In order to seek counseling, medical, or legal services, some personal information like name, contact information, and age information are needed. Free short term counseling is offered for survivors and their family members. Depending on age, parental consent may be required for certain services.

  “Everyone’s healing journey looks different,” said Miller. It’s ok to feel scared and stuck if you have been violated. Trust after trauma may be challenging, but there are so many resources and services that are meant to help survivors when they’re ready and open to receive it. These services are client driven, meaning it is always at the pace the client wants and they will never be forced to do anything unwanted. “I like to refer to the advocates and all of us at DSVS as GPS’s in a car. So the survivor is the driver and he or she will put in where they want to go and we will help them get there,” said Acosta. 

Unfortunately, there is no way to 100 percent guaranteed that a person will not be sexually assaulted, however there are some preventative strategies one can take when out and about to decrease the chances.
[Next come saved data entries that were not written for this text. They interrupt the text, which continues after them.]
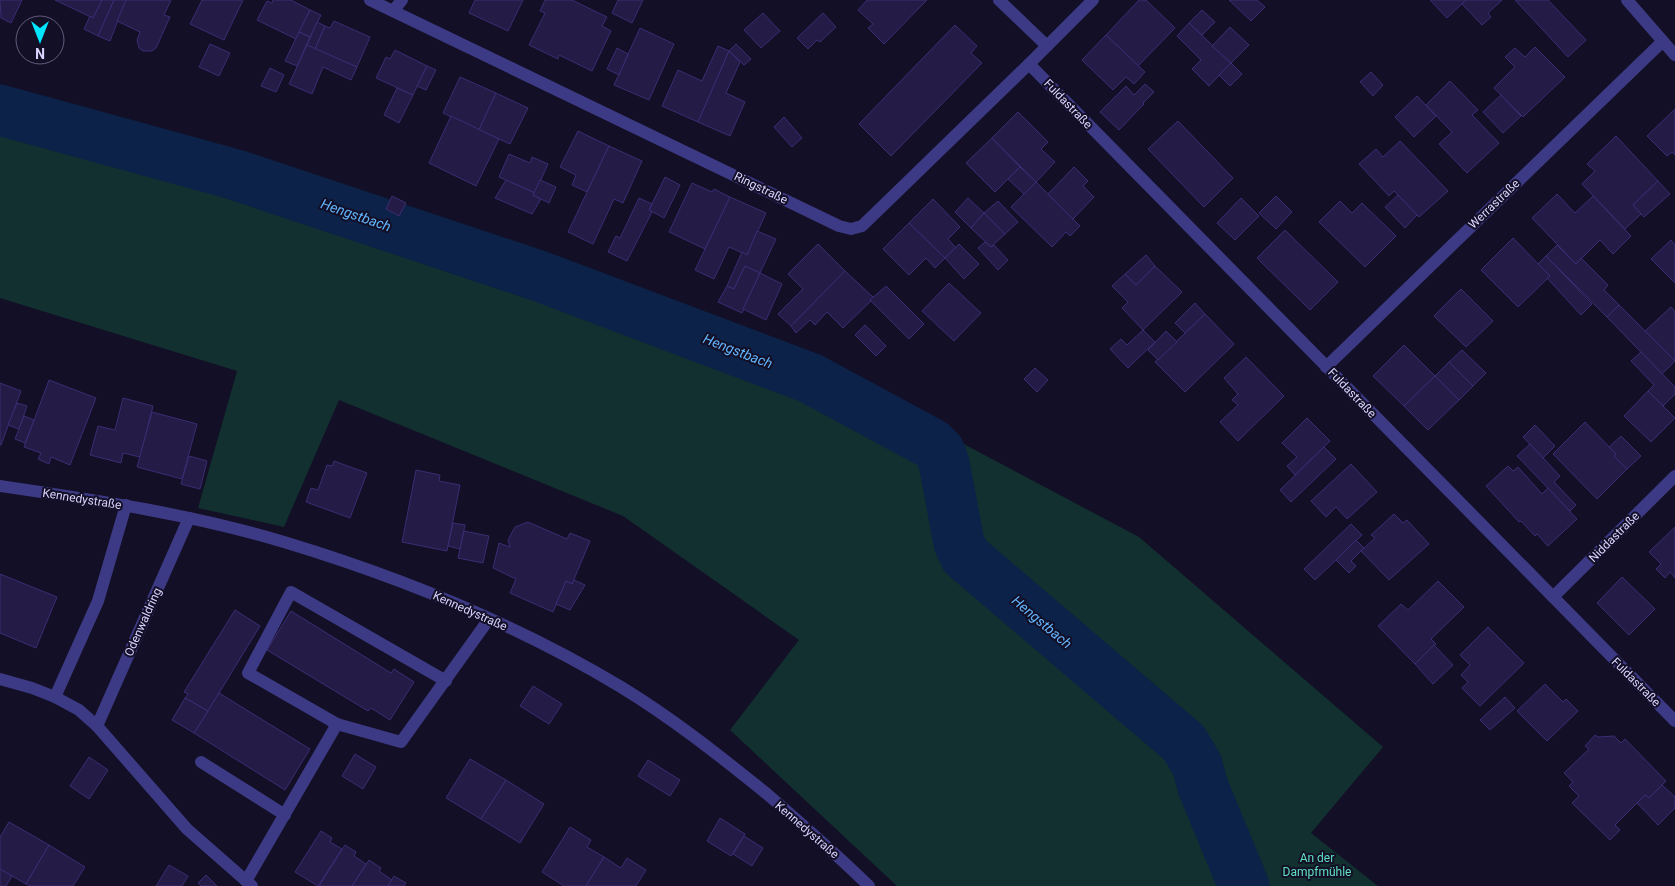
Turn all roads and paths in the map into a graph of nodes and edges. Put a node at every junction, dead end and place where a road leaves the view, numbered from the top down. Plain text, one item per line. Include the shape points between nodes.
1 (370, 0) edge
2 (402, 0) edge
3 (999, 0) edge
4 (1093, 0) edge
5 (1627, 0) edge
6 (393, 12) junction
7 (1662, 42) junction
8 (1047, 46) junction
9 (1675, 55) edge
10 (1029, 64) junction
11 (1326, 367) junction
12 (1675, 476) edge
13 (0, 486) edge
14 (126, 505) junction
15 (188, 518) junction
16 (1553, 598) junction
17 (489, 619) junction
18 (0, 679) edge
19 (446, 681) junction
20 (55, 697) junction
21 (1675, 722) edge
22 (337, 724) junction
23 (97, 726) junction
24 (201, 762) dead end
25 (285, 815) junction
26 (249, 884) edge
27 (869, 886) edge

1 - 6 street, Ringstraße
2 - 6 street
3 - 8 street
4 - 8 street, Ringstraße
5 - 7 street
6 - 10 street, Ringstraße via 839,226 851,228 862,226
7 - 9 street
7 - 11 street, Werrastraße
8 - 10 street, Ringstraße
10 - 11 street, Fuldastraße
11 - 16 street, Fuldastraße
12 - 16 street, Niddastraße
13 - 14 street, Kennedystraße
14 - 15 street, Kennedystraße
14 - 20 street via 98,601
15 - 17 street, Kennedystraße via 282,541 362,567
15 - 23 street, Odenwaldring
16 - 21 street, Fuldastraße
17 - 19 street
17 - 27 street, Kennedystraße via 621,687 672,720 807,828
18 - 20 street
19 - 22 street via 401,742
19 - 22 street via 291,592 248,673
20 - 23 street
22 - 25 street
23 - 26 street via 187,829
24 - 25 street
25 - 26 street

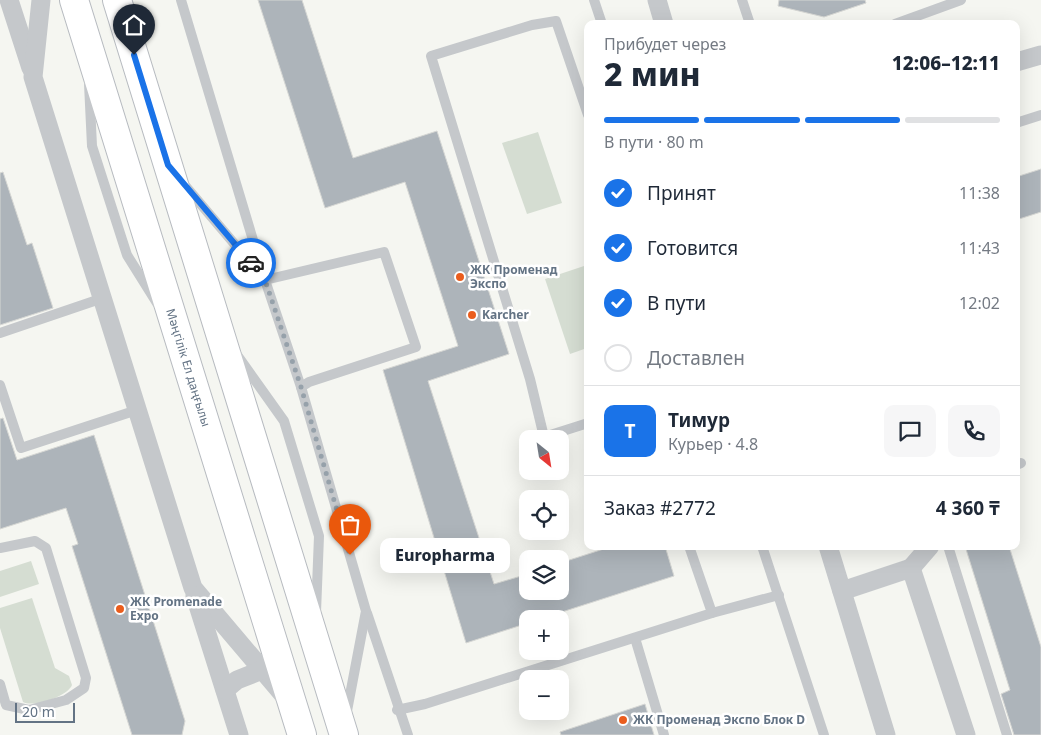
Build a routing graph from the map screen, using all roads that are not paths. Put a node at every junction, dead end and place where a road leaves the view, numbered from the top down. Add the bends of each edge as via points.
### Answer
1 (9, 0) edge
2 (41, 0) edge
3 (74, 0) edge
4 (117, 0) edge
5 (181, 0) edge
6 (594, 0) edge
7 (657, 0) edge
8 (742, 0) edge
9 (961, 0) edge
10 (601, 20) edge
11 (663, 20) edge
12 (749, 20) edge
13 (906, 20) edge
14 (1041, 54) edge
15 (1020, 61) edge
16 (33, 77) junction
17 (584, 103) edge
18 (1041, 115) edge
19 (1020, 122) edge
20 (168, 165) junction
21 (265, 280) junction
22 (103, 298) junction
23 (0, 333) edge
24 (0, 385) edge
25 (301, 387) junction
26 (137, 410) junction
27 (584, 424) edge
28 (0, 548) edge
29 (690, 550) edge
30 (763, 550) edge
31 (829, 550) edge
32 (927, 550) edge
33 (949, 550) edge
34 (912, 568) junction
35 (193, 588) junction
36 (842, 591) junction
37 (779, 595) junction
38 (366, 611) junction
39 (712, 613) junction
40 (635, 638) junction
41 (262, 670) junction
42 (0, 684) edge
43 (225, 690) junction
44 (294, 707) junction
45 (397, 710) junction
46 (344, 733) edge
47 (240, 735) edge
48 (302, 735) edge
49 (408, 735) edge
50 (664, 735) edge
51 (824, 735) edge
52 (886, 735) edge
53 (966, 735) edge
54 (1007, 735) edge

1 - 16 street
2 - 16 street
3 - 44 main road, Мәңгілік Ел даңғылы
4 - 20 main road
5 - 21 lane
6 - 10 lane
7 - 11 street
8 - 12 lane
9 - 13 lane
14 - 15 street
16 - 22 street
17 - 27 lane via 556,20 431,56 530,379 544,436
18 - 19 lane
20 - 21 lane
20 - 46 main road
21 - 25 lane
21 - 25 lane via 384,252 413,338 416,347
22 - 23 lane
22 - 26 street
24 - 26 lane via 21,448
25 - 38 lane
26 - 35 street
28 - 42 lane via 34,541 46,548 86,678 84,688 66,700 29,710 6,705
29 - 39 lane
30 - 37 lane
31 - 36 street
32 - 34 street
33 - 54 lane
34 - 36 street
34 - 53 street
35 - 41 street
35 - 43 street
36 - 52 street
37 - 39 lane
37 - 51 lane
38 - 45 lane
38 - 46 lane
39 - 40 lane
40 - 45 lane
40 - 50 lane
41 - 43 street via 237,680
41 - 44 street
43 - 47 street
44 - 48 main road, Мәңгілік Ел даңғылы
45 - 49 lane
Making sure you’re in a group of people when at all possible is always a good idea. In addition, someone should always know where you are. The first step to prevention is teaching people not to be  assaulters, but rather  active bystanders by paying attention to surroundings. “If you see somebody is dragging someone into a room and you’re not really sure what’s going on there, just check in with that person and see if they’re okay,” said Miller. “I wouldn’t put it on the potential survivor to protect themselves, but rather everyone as a whole to look out for each other and respect each other.”

Acosta says that the biggest reaction is your mind. When put into dangerous situations, the most common reaction of the mind is to freeze and not know what to do. Flight is another possible reaction which means you will try to fight the situation in order to get away. Until put into these situations, no one can truly know how they will react as it is out of control. Just because one may know and practice preventative strategies, does not mean that they will respond in the way practiced. 
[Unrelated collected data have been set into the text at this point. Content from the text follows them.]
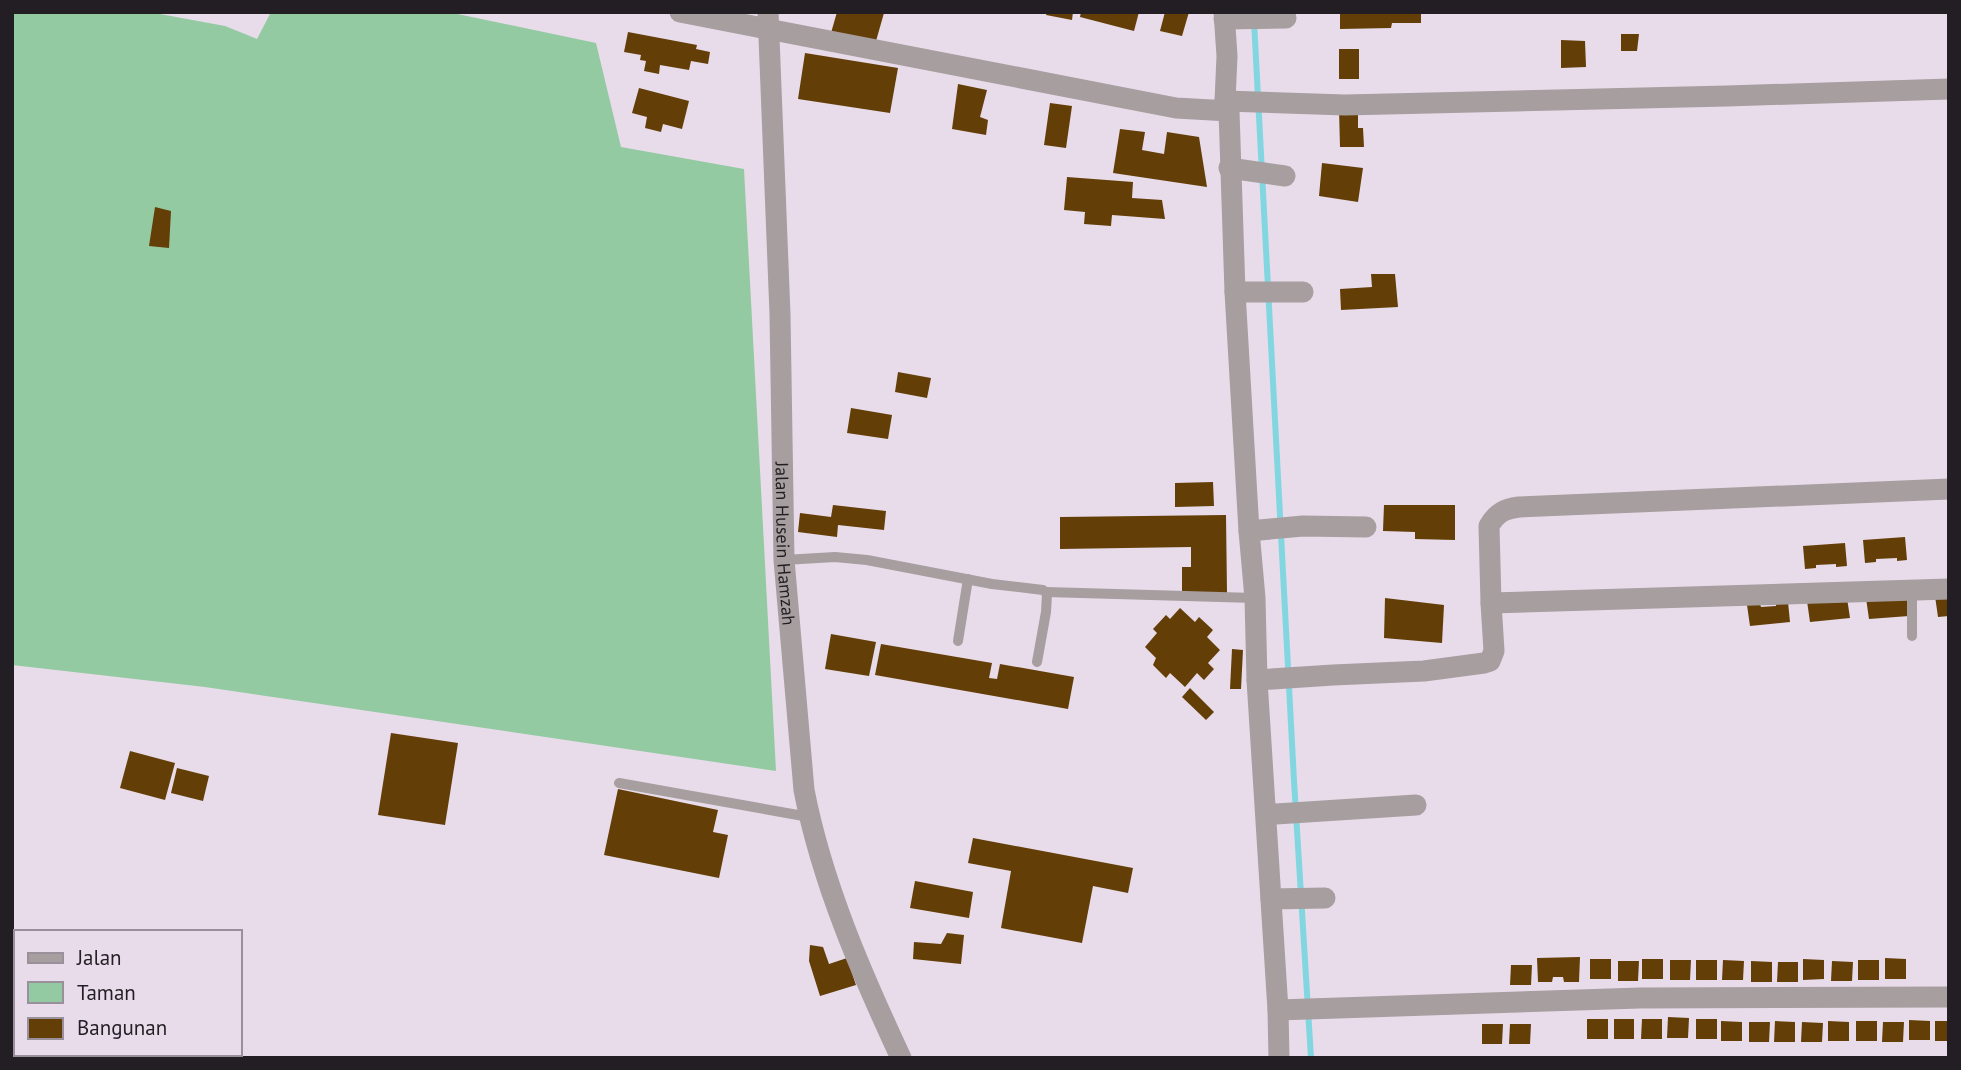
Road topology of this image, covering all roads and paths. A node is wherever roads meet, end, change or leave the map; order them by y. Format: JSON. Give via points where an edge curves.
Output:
{"nodes":[{"id":1,"x":680,"y":12,"type":"edge"},
{"id":2,"x":1228,"y":16,"type":"edge"},
{"id":3,"x":1280,"y":18,"type":"dead end"},
{"id":4,"x":768,"y":20,"type":"edge"},
{"id":5,"x":1949,"y":89,"type":"edge"},
{"id":6,"x":1231,"y":105,"type":"junction"},
{"id":7,"x":1233,"y":169,"type":"junction"},
{"id":8,"x":1278,"y":175,"type":"dead end"},
{"id":9,"x":1239,"y":292,"type":"junction"},
{"id":10,"x":1297,"y":292,"type":"dead end"},
{"id":11,"x":1949,"y":489,"type":"edge"},
{"id":12,"x":1366,"y":527,"type":"dead end"},
{"id":13,"x":1255,"y":530,"type":"junction"},
{"id":14,"x":784,"y":561,"type":"junction"},
{"id":15,"x":968,"y":579,"type":"junction"},
{"id":16,"x":1949,"y":589,"type":"edge"},
{"id":17,"x":1912,"y":591,"type":"junction"},
{"id":18,"x":1046,"y":592,"type":"junction"},
{"id":19,"x":1255,"y":598,"type":"junction"},
{"id":20,"x":1491,"y":603,"type":"junction"},
{"id":21,"x":1912,"y":636,"type":"dead end"},
{"id":22,"x":958,"y":641,"type":"dead end"},
{"id":23,"x":1037,"y":662,"type":"dead end"},
{"id":24,"x":1266,"y":680,"type":"junction"},
{"id":25,"x":619,"y":783,"type":"dead end"},
{"id":26,"x":1416,"y":805,"type":"dead end"},
{"id":27,"x":1271,"y":813,"type":"junction"},
{"id":28,"x":809,"y":817,"type":"junction"},
{"id":29,"x":1325,"y":898,"type":"dead end"},
{"id":30,"x":1279,"y":899,"type":"junction"},
{"id":31,"x":1949,"y":997,"type":"edge"},
{"id":32,"x":1278,"y":1010,"type":"junction"},
{"id":33,"x":901,"y":1058,"type":"edge"},
{"id":34,"x":1279,"y":1058,"type":"edge"}],
"edges":[{"from":1,"to":4,"type":"street"},
{"from":2,"to":3,"type":"street"},
{"from":2,"to":6,"type":"street"},
{"from":4,"to":6,"type":"street","via":[[1176,108]]},
{"from":4,"to":14,"type":"street","name":"Jalan Husein Hamzah","via":[[780,301]]},
{"from":5,"to":6,"type":"street"},
{"from":6,"to":7,"type":"street"},
{"from":7,"to":8,"type":"street"},
{"from":7,"to":9,"type":"street"},
{"from":9,"to":10,"type":"street"},
{"from":9,"to":13,"type":"street"},
{"from":11,"to":20,"type":"street","via":[[1505,509],[1489,526]]},
{"from":12,"to":13,"type":"street"},
{"from":13,"to":19,"type":"street"},
{"from":14,"to":15,"type":"lane","via":[[867,560]]},
{"from":14,"to":28,"type":"street","name":"Jalan Husein Hamzah"},
{"from":15,"to":18,"type":"lane"},
{"from":15,"to":22,"type":"lane"},
{"from":16,"to":17,"type":"street"},
{"from":17,"to":20,"type":"street"},
{"from":17,"to":21,"type":"lane"},
{"from":18,"to":19,"type":"lane"},
{"from":18,"to":23,"type":"lane"},
{"from":19,"to":24,"type":"street"},
{"from":20,"to":24,"type":"street","via":[[1494,651],[1490,661],[1424,671]]},
{"from":24,"to":27,"type":"street"},
{"from":25,"to":28,"type":"lane"},
{"from":26,"to":27,"type":"street"},
{"from":27,"to":30,"type":"street"},
{"from":28,"to":33,"type":"street","name":"Jalan Husein Hamzah","via":[[830,890]]},
{"from":29,"to":30,"type":"street"},
{"from":30,"to":32,"type":"street"},
{"from":31,"to":32,"type":"street","via":[[1640,998]]},
{"from":32,"to":34,"type":"street"}]}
Photo by Gracie Lewandowski

 The Fairfax County Police Department takes all reports seriously, including reports of sexual assault. Patrol officers respond to initial sexual assault reports. The timeframe of the crime determines whether a response is needed immediately or up for investigation. If the report requires an immediate response, detectives and victim service advocates will respond to the scene once it is reported. If a report is put up for investigation, a detective will be assigned to the case and multiple resources are provided for the victim which are always there for them throughout the entire process. According to Jason Chandler, Sergeant of the Fairfax County Police Department for the Public Affairs Bureau, “we would like the victims of sexual assault to know they are not alone. Report any unlawful contact to an entrusted adult. Our detectives and victims’ services advocates are here to ensure the available resources are provided to victims to help them heal from such a traumatic experience.”
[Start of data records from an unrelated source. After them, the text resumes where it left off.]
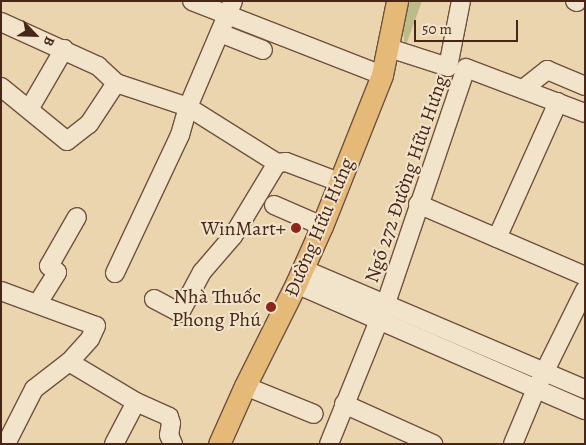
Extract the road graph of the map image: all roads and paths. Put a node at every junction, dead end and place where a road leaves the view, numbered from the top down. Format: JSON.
{"nodes":[{"id":1,"x":192,"y":1,"type":"edge"},
{"id":2,"x":397,"y":1,"type":"edge"},
{"id":3,"x":461,"y":1,"type":"edge"},
{"id":4,"x":230,"y":8,"type":"edge"},
{"id":5,"x":1,"y":22,"type":"edge"},
{"id":6,"x":220,"y":34,"type":"junction"},
{"id":7,"x":389,"y":48,"type":"junction"},
{"id":8,"x":64,"y":49,"type":"junction"},
{"id":9,"x":263,"y":50,"type":"dead end"},
{"id":10,"x":382,"y":75,"type":"junction"},
{"id":11,"x":116,"y":83,"type":"junction"},
{"id":12,"x":585,"y":86,"type":"edge"},
{"id":13,"x":1,"y":87,"type":"edge"},
{"id":14,"x":523,"y":88,"type":"junction"},
{"id":15,"x":558,"y":102,"type":"junction"},
{"id":16,"x":31,"y":106,"type":"dead end"},
{"id":17,"x":188,"y":107,"type":"junction"},
{"id":18,"x":585,"y":113,"type":"edge"},
{"id":19,"x":277,"y":163,"type":"junction"},
{"id":20,"x":339,"y":182,"type":"junction"},
{"id":21,"x":418,"y":204,"type":"junction"},
{"id":22,"x":274,"y":205,"type":"dead end"},
{"id":23,"x":78,"y":217,"type":"dead end"},
{"id":24,"x":322,"y":226,"type":"junction"},
{"id":25,"x":496,"y":238,"type":"junction"},
{"id":26,"x":114,"y":273,"type":"dead end"},
{"id":27,"x":300,"y":276,"type":"junction"},
{"id":28,"x":585,"y":276,"type":"edge"},
{"id":29,"x":585,"y":290,"type":"edge"},
{"id":30,"x":1,"y":291,"type":"edge"},
{"id":31,"x":154,"y":300,"type":"dead end"},
{"id":32,"x":38,"y":303,"type":"junction"},
{"id":33,"x":382,"y":311,"type":"junction"},
{"id":34,"x":70,"y":362,"type":"junction"},
{"id":35,"x":544,"y":372,"type":"junction"},
{"id":36,"x":245,"y":386,"type":"junction"},
{"id":37,"x":536,"y":389,"type":"junction"},
{"id":38,"x":585,"y":389,"type":"edge"},
{"id":39,"x":136,"y":402,"type":"junction"},
{"id":40,"x":344,"y":404,"type":"junction"},
{"id":41,"x":585,"y":410,"type":"edge"},
{"id":42,"x":314,"y":414,"type":"dead end"},
{"id":43,"x":6,"y":444,"type":"edge"},
{"id":44,"x":114,"y":444,"type":"edge"},
{"id":45,"x":174,"y":444,"type":"edge"},
{"id":46,"x":219,"y":444,"type":"edge"},
{"id":47,"x":329,"y":444,"type":"edge"},
{"id":48,"x":433,"y":444,"type":"edge"},
{"id":49,"x":513,"y":444,"type":"edge"}],
"edges":[{"from":1,"to":4,"type":"street"},
{"from":2,"to":7,"type":"main road","name":"Đường Hữu Hưng"},
{"from":3,"to":7,"type":"street"},
{"from":4,"to":6,"type":"street"},
{"from":4,"to":10,"type":"street"},
{"from":5,"to":8,"type":"street"},
{"from":6,"to":9,"type":"street"},
{"from":6,"to":17,"type":"street"},
{"from":7,"to":10,"type":"main road","name":"Đường Hữu Hưng"},
{"from":8,"to":11,"type":"street"},
{"from":8,"to":16,"type":"street"},
{"from":10,"to":20,"type":"main road","name":"Đường Hữu Hưng"},
{"from":11,"to":13,"type":"street"},
{"from":11,"to":17,"type":"street"},
{"from":12,"to":14,"type":"street"},
{"from":14,"to":15,"type":"street"},
{"from":14,"to":21,"type":"street","name":"Ngõ 272 Đường Hữu Hưng"},
{"from":15,"to":18,"type":"street"},
{"from":15,"to":25,"type":"street"},
{"from":17,"to":19,"type":"street"},
{"from":17,"to":26,"type":"street"},
{"from":19,"to":20,"type":"street"},
{"from":19,"to":31,"type":"street"},
{"from":20,"to":24,"type":"main road","name":"Đường Hữu Hưng"},
{"from":21,"to":25,"type":"street"},
{"from":21,"to":33,"type":"street","name":"Ngõ 272 Đường Hữu Hưng"},
{"from":22,"to":24,"type":"street"},
{"from":23,"to":32,"type":"street"},
{"from":24,"to":27,"type":"main road","name":"Đường Hữu Hưng"},
{"from":25,"to":28,"type":"street"},
{"from":27,"to":33,"type":"street","name":"Ngõ 272 Đường Hữu Hưng"},
{"from":27,"to":36,"type":"main road","name":"Đường Hữu Hưng"},
{"from":29,"to":35,"type":"street"},
{"from":30,"to":32,"type":"street"},
{"from":32,"to":34,"type":"street"},
{"from":33,"to":35,"type":"street"},
{"from":33,"to":37,"type":"street"},
{"from":33,"to":40,"type":"street","name":"Ngõ 272 Đường Hữu Hưng"},
{"from":34,"to":39,"type":"street"},
{"from":34,"to":43,"type":"street"},
{"from":35,"to":37,"type":"street"},
{"from":35,"to":38,"type":"street"},
{"from":36,"to":42,"type":"street"},
{"from":36,"to":46,"type":"main road","name":"Đường Hữu Hưng"},
{"from":37,"to":41,"type":"street"},
{"from":37,"to":49,"type":"street"},
{"from":39,"to":44,"type":"street"},
{"from":39,"to":45,"type":"street"},
{"from":40,"to":47,"type":"street","name":"Ngõ 272 Đường Hữu Hưng"},
{"from":40,"to":48,"type":"street"}]}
Sexual assault is not an issue to take lightly. Know that if you have been a victim of any type of assault, you are not alone and there are resources available to you. Even if you have not experienced assault, it is important to be educated on the issue so that if the time comes, you are prepared for yourself or others. “Honor your own boundaries and what you want for yourself and know that there are people who care and who are there to help you when you’re ready,” said Miller. If you are in need of help, call the 24 hour hotline at 703-360-7273 or 911 if it is an emergency.